The thing I dislike most about my job has to be when I must tell students they are failing to meet the objectives of the program. It is difficult, but nursing programs are difficult. Not everyone can do it. We are the gatekeepers of the profession and sometimes those difficult conversations must occur. I often hope they can pursue nursing at a lower level and then return later to the baccalaureate level. Oftentimes those discussions are to international students who simply do not have the English proficiency to succeed in a nursing program.

Q: As a nurse, what have you learned about “practicing what you preach” when it comes to exercise and fitness?
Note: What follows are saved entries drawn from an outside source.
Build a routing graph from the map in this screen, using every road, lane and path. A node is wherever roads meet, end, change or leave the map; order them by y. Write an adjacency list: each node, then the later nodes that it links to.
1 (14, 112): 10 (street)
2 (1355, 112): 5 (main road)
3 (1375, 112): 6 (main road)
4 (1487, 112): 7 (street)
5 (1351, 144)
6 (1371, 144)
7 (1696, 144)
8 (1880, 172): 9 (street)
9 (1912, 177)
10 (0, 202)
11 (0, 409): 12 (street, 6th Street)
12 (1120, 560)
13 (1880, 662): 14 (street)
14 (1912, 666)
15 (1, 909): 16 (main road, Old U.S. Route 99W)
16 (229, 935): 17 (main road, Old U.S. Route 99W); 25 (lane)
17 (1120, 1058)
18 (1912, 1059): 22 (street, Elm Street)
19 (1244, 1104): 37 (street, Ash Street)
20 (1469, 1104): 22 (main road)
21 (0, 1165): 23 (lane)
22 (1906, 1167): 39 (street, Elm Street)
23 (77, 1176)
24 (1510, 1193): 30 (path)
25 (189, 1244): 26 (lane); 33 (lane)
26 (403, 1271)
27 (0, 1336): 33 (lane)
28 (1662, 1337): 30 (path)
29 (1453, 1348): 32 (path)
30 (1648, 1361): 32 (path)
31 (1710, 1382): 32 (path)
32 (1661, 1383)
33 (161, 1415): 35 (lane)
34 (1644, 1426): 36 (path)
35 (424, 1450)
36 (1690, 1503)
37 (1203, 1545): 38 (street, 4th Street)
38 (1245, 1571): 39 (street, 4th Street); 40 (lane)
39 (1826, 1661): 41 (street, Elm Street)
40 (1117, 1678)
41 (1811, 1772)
A: For years, I lectured on the importance of diet and exercise for remedying various types of illnesses. However, I was not the picture of wellness or exercise. I had an event in 2008/09 where I herniated a disc in my lower back. I had physical therapy and eventually required surgery to repair it. In 2009, my doctor told me if I could lose some weight, then I could probably avoid a second surgery. Well, I started walking one-to-two miles with a friend that fall (2009) and was still having daily pain in my lower back.

My walking friend and I started talking in the spring of 2010 about setting a goal. We talked about walking a half marathon in the spring of 2011. I decided then that we would need a tool to help us with our tracking since we would need to achieve a 4 mph pace to complete the half marathon in a respectable time. In June, I downloaded the app, Endomondo Sports Tracker. We began using it during the summer of 2010. It was a great tool and often we were using it as a stopwatch until we learned more about what the app could do. We set a distance goal one day and learned that it would tell us our lap (mile) time with each mile completed. A little later, I found the web site for the app, and learned that I could see all of our miles trekked and routes on that site. It has been a great tool to assist in this journey of fitness.

Over the course of these two years, we have walked 1,700 miles. I have lost about 45 pounds of weight from my heaviest and am still about 35 pounds from my goal weight. I want to lose 25 lbs by the end of this summer with a goal to walk at least four miles every day in June and July. It is much easier now for me to lecture about the importance of exercise when I am able to show the students what I can do within the physical limitations of my back injury. I am trying really hard not to become one of those “fitness snobs,” but I see people and I think, “I did this—you can too!” Just start moving.

Q: What is the most important thing you’ve learned over the course of your career?

A: Protect the patient. We protect the patient not only by providing a safe and protective environment for them in the acute care setting, but also by promoting healthier lifestyles with diet and exercise. Also, teaching the client about health options and working to help them access the often difficult healthcare systems in the US. I share the resources and skills I have to help others, and hope that the benefit will impact the health and wellbeing of those I serve.

Q: What advice do you have for others thinking of becoming a nurse educator?

A: Be prepared to be a novice again. It is an amazingly rewarding career choice, but it takes time to learn a new area of practice. Nursing education is a specialized area of nursing practice. It is taking the skills you already have, and applying them in a new context. Instead of patients, we deal with students. We cannot care for them like we care for patients, but we can mold them into nurses with guidance and role modeling of professional nursing practice.

Q: How has working in education allowed you to grow professionally?

A: It allows me to stay up to date on the latest trends in professional nursing because I have to prepare new graduates for a rapidly changing healthcare environment.

Q: If you could sum up your job in one word, what would it be and why?

A: Adventure. Every day there is a new challenge. Even though I teach similar content year after year, every class of students is different and requires me to problem-solve and figure out the best way to present information in ways that will be retained and applied, if not this year, then later in the careers of these future nurses, future leaders in this profession.